America has voted — a tradition dating back to 1788 when the country elected its very first president, George Washington. To have the right to vote is a quintessential American freedom, the foundation of democracy. In honor of that history, we decided to look back on the classic architecture of the United States. American architecture has represented a melting pot of styles and influences, cultivated over the last four centuries of independence and former British rule and largely shaped by regional distinctions.

These prized properties marketed by the Coldwell Banker Previews International® program offer a glimpse into America’s homes of the past, present and future. God bless America!



The Colonial style evolved from European influences, starting in the 1600s in America, renowned for its use of symmetry and often, took on a square form with an entry at the middle of the front of the home.  This classic New England Colonial, set on over nine acres in Illinois’ Barrington Hills, expresses the historic architectural tradition beautifully with exquisite detail, including paired chimneys, five fireplaces and inviting public spaces.



33 Vineyard Lane
Greenwich, CT 06831
$8,395,000 USD

Georgian architecture is known for its classical symmetry and proportion — and this elegant Georgian by noted architect, Boris Baranovich, is no exception.
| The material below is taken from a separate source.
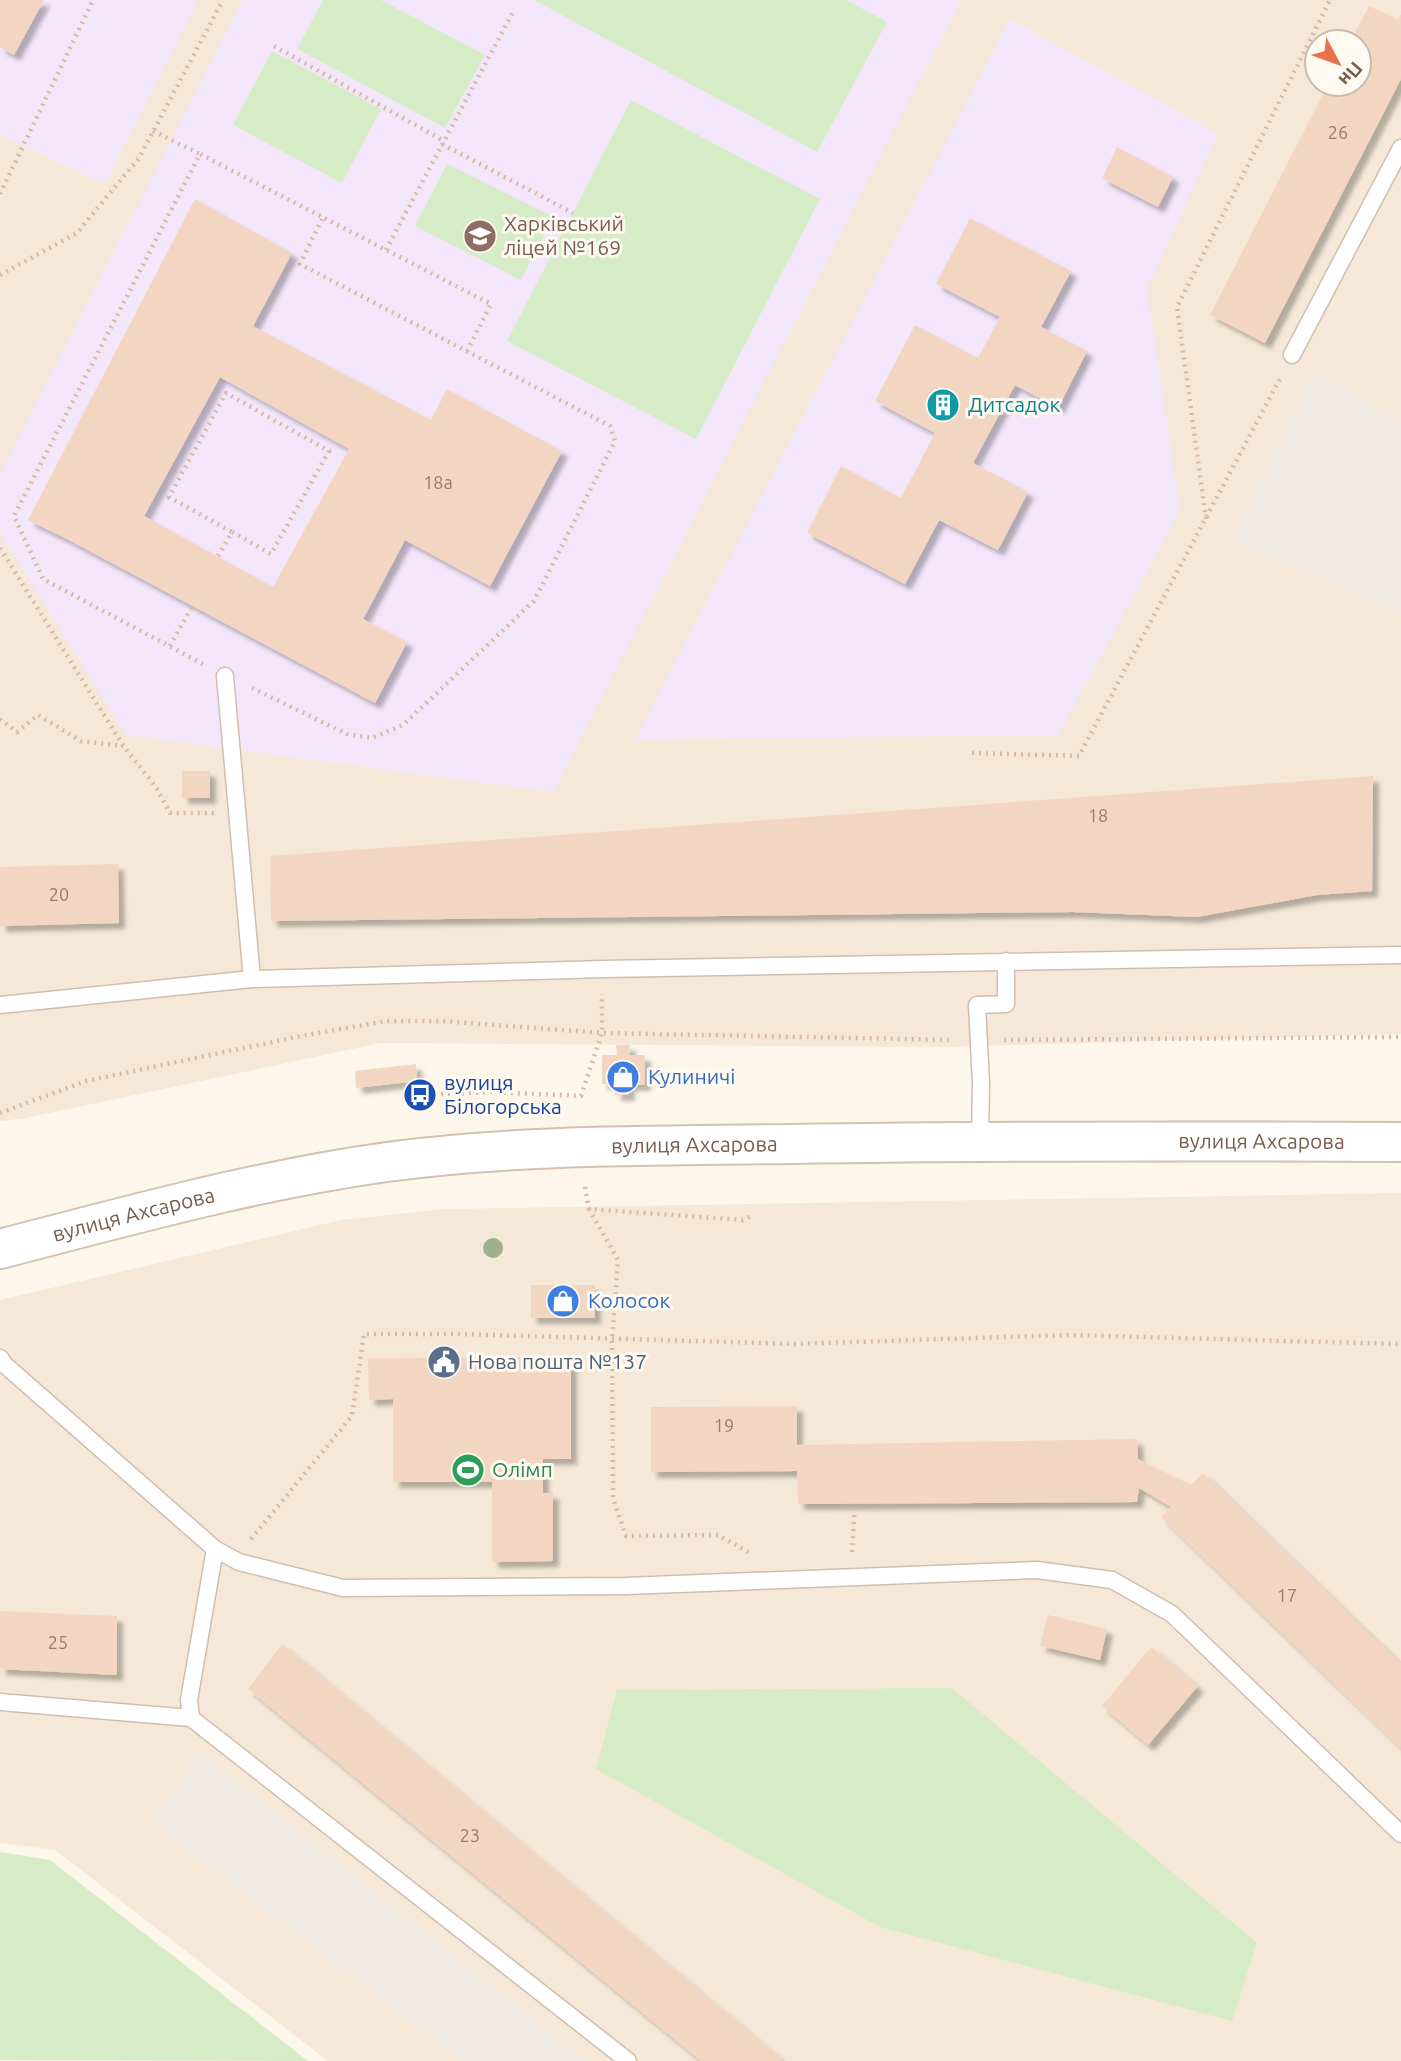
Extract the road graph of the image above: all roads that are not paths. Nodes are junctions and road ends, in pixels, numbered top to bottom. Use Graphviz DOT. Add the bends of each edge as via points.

Timelessness can be found in the details: a stately brick exterior, slate roof, superb custom millwork, cabinetry, built-ins, a grand double height entrance hall with classic limestone floor and formal living and dining spaces.



593 Spring Valley Rd
Harding Twp., NJ 07960
$4,500,000 USD

The Federal style, which evolved from Georgian, also follows a strict symmetry — yet gave way to creative floor plans with elliptical and round spaces. This 2008-built residence in Harding Township’s prestigious Hartley Farms, blends both Federal and Colonial touches on a private 3.3 acres and includes a new carriage bonus room, formal living room, a dining room and cocktail room, open kitchen, a sun-drenched solarium and more.



2619 Arcola Lane
Minnetonka Beach, MN 55391
$2,695,000 USD

Victorian architecture flourished during the reign of Queen Victoria (1837-1901), although many of the elements typically associated with the style — eclectic interpretations of historic styles, mixed with Middle Eastern and Asian influences — did not become popular until later in her reign. This remarkable turn-of-the-century Victorian, perched above Lafayette Bay and boasting Lake Minnetonka views, stays true to the eclectic design tradition with grand public spaces, original mahogany woodwork and moldings, leaded glass and exquisite details.

American Craftsman


4218 Shepherds Lane
La Canada Flintridge, CA 91011
$6,195,000 USD

The American Craftsman style evolved from the British Arts and Crafts movement during the Victorian era, and remained popular through the 1930s. The movement, which emphasized authenticity and handwork over mass-production, became a rallying cry for Southern California architects such as Greene & Greene — the inspiration behind this newly built Craftsman by architect Dave DeAngelis.  Set in one of La Canada Flintridge’s most coveted neighborhoods, Descanso Gardens, the house bears the hallmarks of the time-honored style: classic lines, detailed wood finishes and a sense of openness.

Spanish Colonial Revival


9739 Oak Pass Rd
Beverly Hills, CA 90210
$19,995,000 USD

Spanish architecture has deep roots in American culture, and can be traced as far back as when the Spaniards first visited the territory in the mid 1500s (with settlements beginning in the 1700s). California was a natural place for the characterstic thick stucco walls, exposed beams, curved windows, red tile roofs and enclosed courtyards. This Spanish-influenced compound nestled on 3.5 acres in Beverly Hills’ gated enclave of Oak Pass Road pays homage to the style in modern fashion with its artful mix of details, chief among them: elaborately carved doors, patterned tiles and ornamental iron work, many sourced from San Miguel de Allende, Mexico.

Mediterranean Revival


387 Ocean Blvd
Golden Beach, FL 33160
$42,500,000 USD

The Mediterranean Revival style — mostly popular during the 1920 and 1930s in coastal resort destinations like California and Florida — makes eclectic references to Spanish Renaissance, Spanish Colonial, Beaux-Arts, Italian Renaissance and Venetian Gothic architecture. The style draws inspiration from palaces and seaside villas, which you can see almost immediately in this Mediterranean masterpiece on Miami’s Golden Beach. You feel instantly transported with stuccoed walls, arched windows and doorways and balconies stretching out to direct ocean views. Even Moorish touches add a subtle global flair.



4919 NE Princeton Wy
Seattle, WA 98115
$2,500,000 USD

Lack of ornamentation. Form follows function. Indooor/outdoor connection. This unrivaled residence in Seattle’s Hawthorne Hills stays true to all of the major tenets of modernism with 180-degree mountain and water vistas seen through walls of glass, wraparound decks and astounding 800 square-foot rooftop terrace.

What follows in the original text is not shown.